Despite advances in the gene annotation process, the functions of a large portion of the gene products remain insufficiently characterized. In addition, the “in silico” prediction of novel Gene Ontology (GO) annotations for partially characterized gene functions or processes is highly dependent on reverse genetic or function genomics approaches.

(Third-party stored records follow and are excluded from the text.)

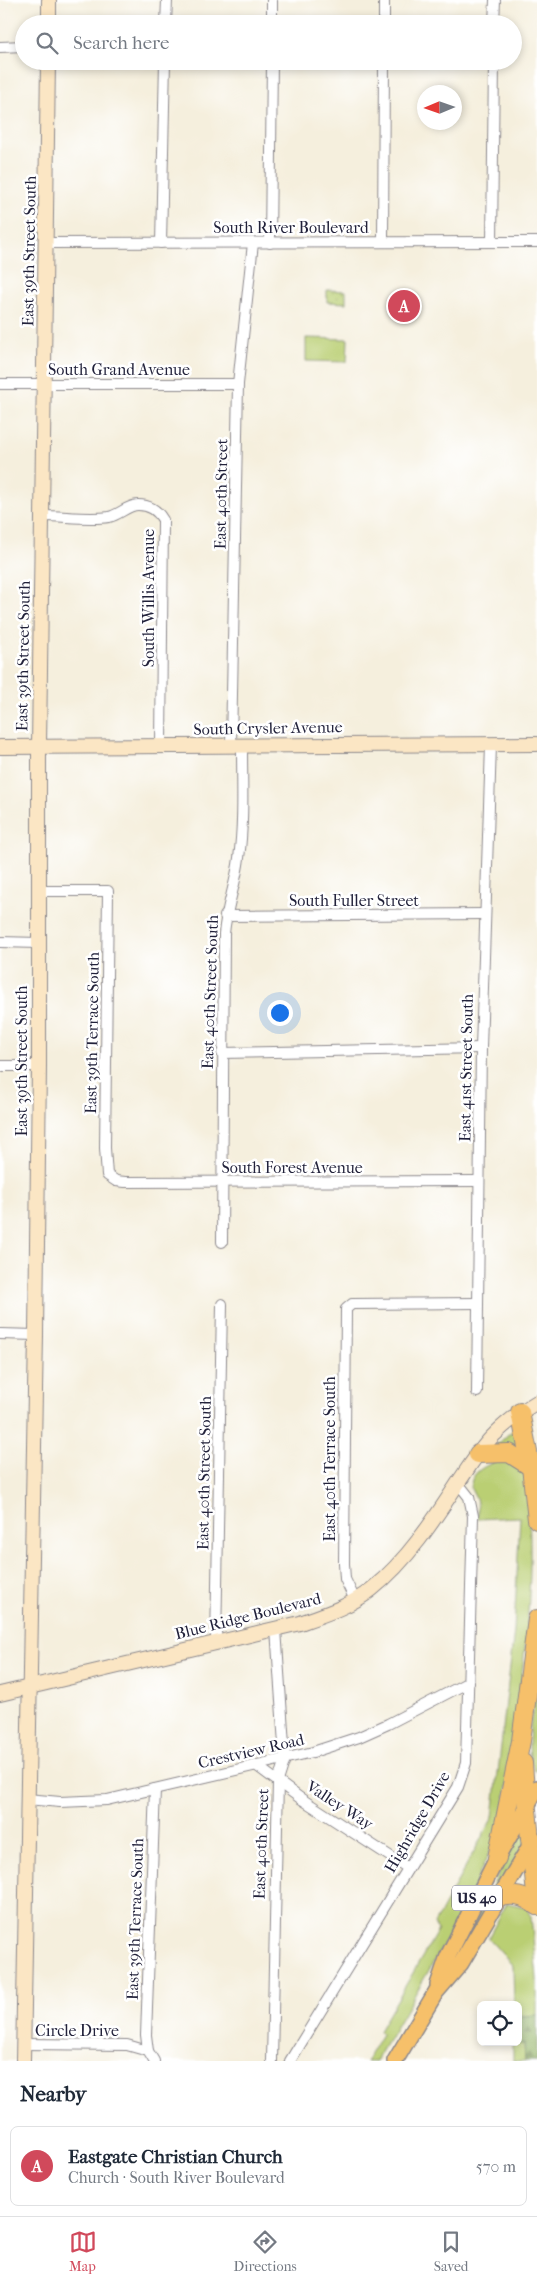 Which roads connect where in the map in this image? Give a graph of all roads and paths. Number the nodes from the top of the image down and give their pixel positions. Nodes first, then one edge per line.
1 (49, 0) edge
2 (167, 0) edge
3 (272, 0) edge
4 (384, 0) edge
5 (495, 0) edge
6 (49, 15) edge
7 (166, 15) edge
8 (272, 15) edge
9 (384, 15) edge
10 (494, 15) edge
11 (15, 46) edge
12 (0, 47) edge
13 (48, 70) edge
14 (165, 70) edge
15 (272, 70) edge
16 (384, 70) edge
17 (494, 70) edge
18 (383, 241) junction
19 (270, 242) junction
20 (492, 242) junction
21 (537, 242) edge
22 (46, 243) junction
23 (161, 243) junction
24 (253, 243) junction
25 (0, 384) edge
26 (44, 384) junction
27 (238, 384) junction
28 (42, 516) junction
29 (537, 744) edge
30 (491, 745) junction
31 (162, 746) junction
32 (237, 746) junction
33 (0, 747) edge
34 (39, 747) junction
35 (39, 892) junction
36 (484, 914) junction
37 (225, 916) junction
38 (0, 942) edge
39 (39, 943) junction
40 (481, 1048) junction
41 (222, 1053) junction
42 (0, 1066) edge
43 (39, 1066) junction
44 (107, 1174) joint
45 (479, 1181) junction
46 (222, 1182) junction
47 (222, 1242) dead end
48 (222, 1304) dead end
49 (478, 1304) junction
50 (0, 1334) edge
51 (36, 1335) junction
52 (478, 1392) dead end
53 (537, 1402) edge
54 (520, 1412) junction
55 (478, 1454) junction
56 (531, 1467) junction
57 (458, 1483) junction
58 (537, 1520) edge
59 (355, 1600) junction
60 (537, 1619) edge
61 (276, 1629) junction
62 (216, 1643) junction
63 (470, 1682) junction
64 (28, 1687) junction
65 (0, 1694) edge
66 (521, 1740) junction
67 (284, 1759) junction
68 (523, 1763) junction
69 (257, 1766) junction
70 (537, 1776) edge
71 (278, 1781) junction
72 (537, 1788) edge
73 (155, 1789) junction
74 (27, 1798) junction
75 (531, 1806) edge
76 (534, 1838) edge
77 (497, 1858) junction
78 (408, 1868) junction
79 (497, 1898) junction
80 (537, 1906) edge
81 (436, 1992) junction
82 (23, 2044) junction
83 (148, 2051) junction
84 (23, 2061) edge
85 (154, 2061) edge
86 (272, 2061) edge
87 (290, 2061) edge
88 (395, 2061) edge

1 - 6 main road
2 - 7 street
3 - 8 street
4 - 9 street
5 - 10 street
11 - 12 street
13 - 22 main road, East 39th Street South
14 - 23 street
15 - 19 street
16 - 18 street
17 - 20 street
18 - 19 street, South River Boulevard
18 - 20 street, South River Boulevard
19 - 24 street, South River Boulevard
20 - 21 street, South River Boulevard
22 - 23 street, South River Boulevard
22 - 26 main road, East 39th Street South
23 - 24 street, South River Boulevard
24 - 27 street, East 40th Street
25 - 26 street, South Grand Avenue
26 - 27 street, South Grand Avenue
26 - 28 main road, East 39th Street South
27 - 32 street, East 40th Street
28 - 31 street, South Willis Avenue
28 - 34 main road, East 39th Street South
29 - 30 main road, South Crysler Avenue
30 - 32 main road, South Crysler Avenue
30 - 36 street, East 41st Street South
31 - 32 main road, South Crysler Avenue
31 - 34 main road, South Crysler Avenue
32 - 37 street, East 40th Street South
33 - 34 main road, South Crysler Avenue
34 - 35 main road, East 39th Street South
35 - 39 main road, East 39th Street South
35 - 44 street, East 39th Terrace South
36 - 37 street, South Fuller Street
36 - 40 street, East 41st Street South
37 - 41 street, East 40th Street South
38 - 39 street
39 - 43 main road, East 39th Street South
40 - 41 street
40 - 45 street, East 41st Street South
41 - 46 street, East 40th Street South
42 - 43 street
43 - 51 main road, East 39th Street South
44 - 46 street, South Forest Avenue
45 - 46 street, South Forest Avenue
45 - 49 street, East 41st Street South
46 - 47 street, East 40th Street South
48 - 62 street, East 40th Street South
49 - 52 street, East 41st Street South
49 - 59 street, East 40th Terrace South
50 - 51 street
51 - 64 main road, East 39th Street South
53 - 54 main road, Blue Ridge Boulevard
54 - 55 main road, Blue Ridge Boulevard
54 - 56 highway
55 - 56 highway
55 - 57 main road, Blue Ridge Boulevard
56 - 58 highway
57 - 59 main road, Blue Ridge Boulevard
57 - 63 street, Highridge Drive
59 - 61 main road, Blue Ridge Boulevard
60 - 66 highway
61 - 62 main road, Blue Ridge Boulevard
61 - 67 street, East 40th Street
62 - 64 main road, Blue Ridge Boulevard
63 - 67 street, Crestview Road
63 - 78 street, Highridge Drive
64 - 65 main road, Blue Ridge Boulevard
64 - 74 main road, East 39th Street South
66 - 68 highway
66 - 77 highway
67 - 69 street, Crestview Road
67 - 71 street, East 40th Street
68 - 70 highway
68 - 75 highway
69 - 71 street, Valley Way
69 - 73 street, Crestview Road
71 - 78 street, Valley Way
71 - 86 street, East 40th Street
72 - 75 main road, US 40
73 - 74 street, Crestview Road
73 - 83 street, East 39th Terrace South
74 - 82 main road, East 39th Street South
75 - 76 highway
75 - 77 main road, US 40
76 - 79 main road, US 40
76 - 80 highway
77 - 81 main road, US 40
78 - 87 street, Highridge Drive
79 - 80 highway
79 - 81 main road, US 40
81 - 88 main road, US 40
82 - 83 street, Circle Drive
82 - 84 main road, East 39th Street South
83 - 85 street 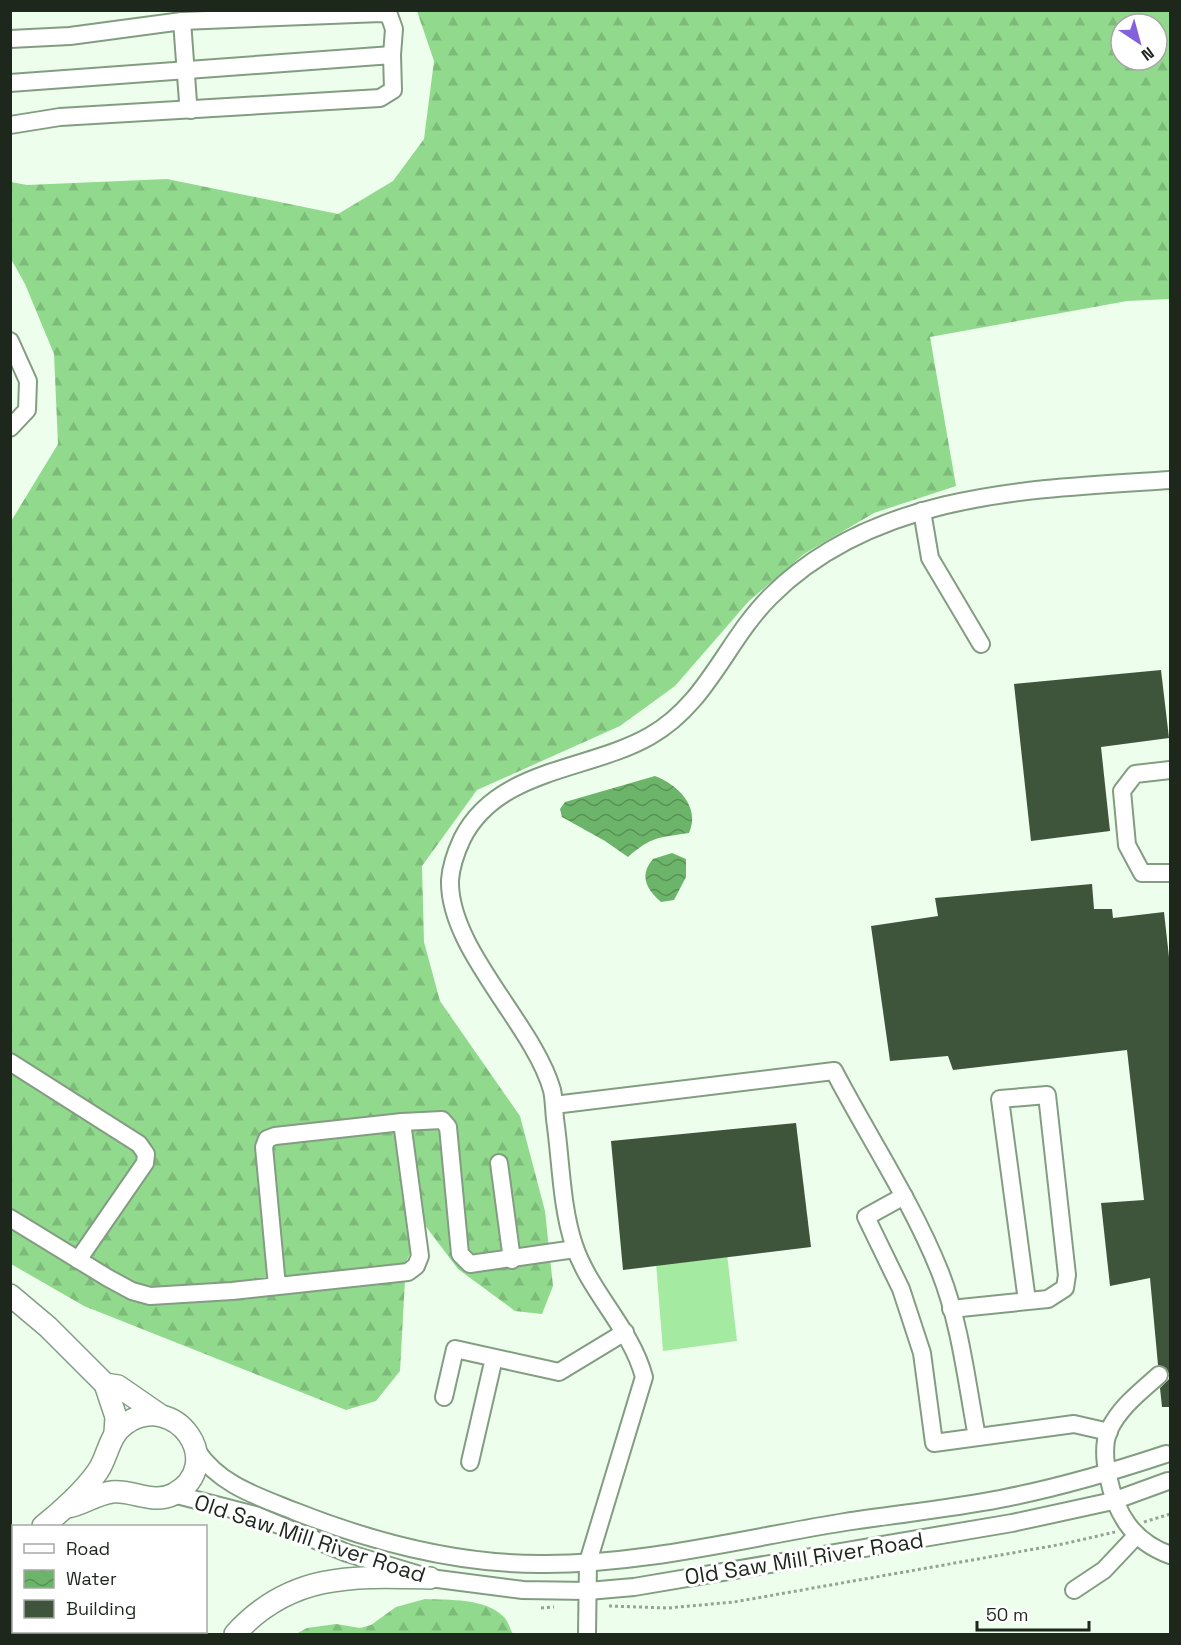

We propose a novel approach, Information Theory-based Semantic Similarity (ITSS), to automatically predict molecular functions of genes based on Gene Ontology annotations. We have demonstrated using a 10-fold cross-validation that the ITSS algorithm obtains prediction accuracies (Precision 97%, Recall 77%) comparable to other machine learning algorithms when applied to similarly dense annotated portions of the GO datasets. In addition, such method can generate highly accurate predictions in sparsely annotated portions of GO, in which previous algorithm failed to do so. As a result, our technique generates an order of magnitude more gene function predictions than previous methods. Further, this paper presents the first historical rollback validation for the predicted GO annotations, which may represent more realistic conditions for an evaluation than generally used cross-validations type of evaluations. By manually assessing a random sample of 100 predictions conducted in a historical roll-back evaluation, we estimate that a minimum precision of 51% (95% confidence interval: 43%–58%) can be achieved for the human GO Annotation file dated 2003.
The program is available on request. The 97,732 positive predictions of novel gene annotations from the 2005 GO Annotation dataset are available at http://phenos.bsd.uchicago.edu/mphenogo/prediction_result_2005.txt.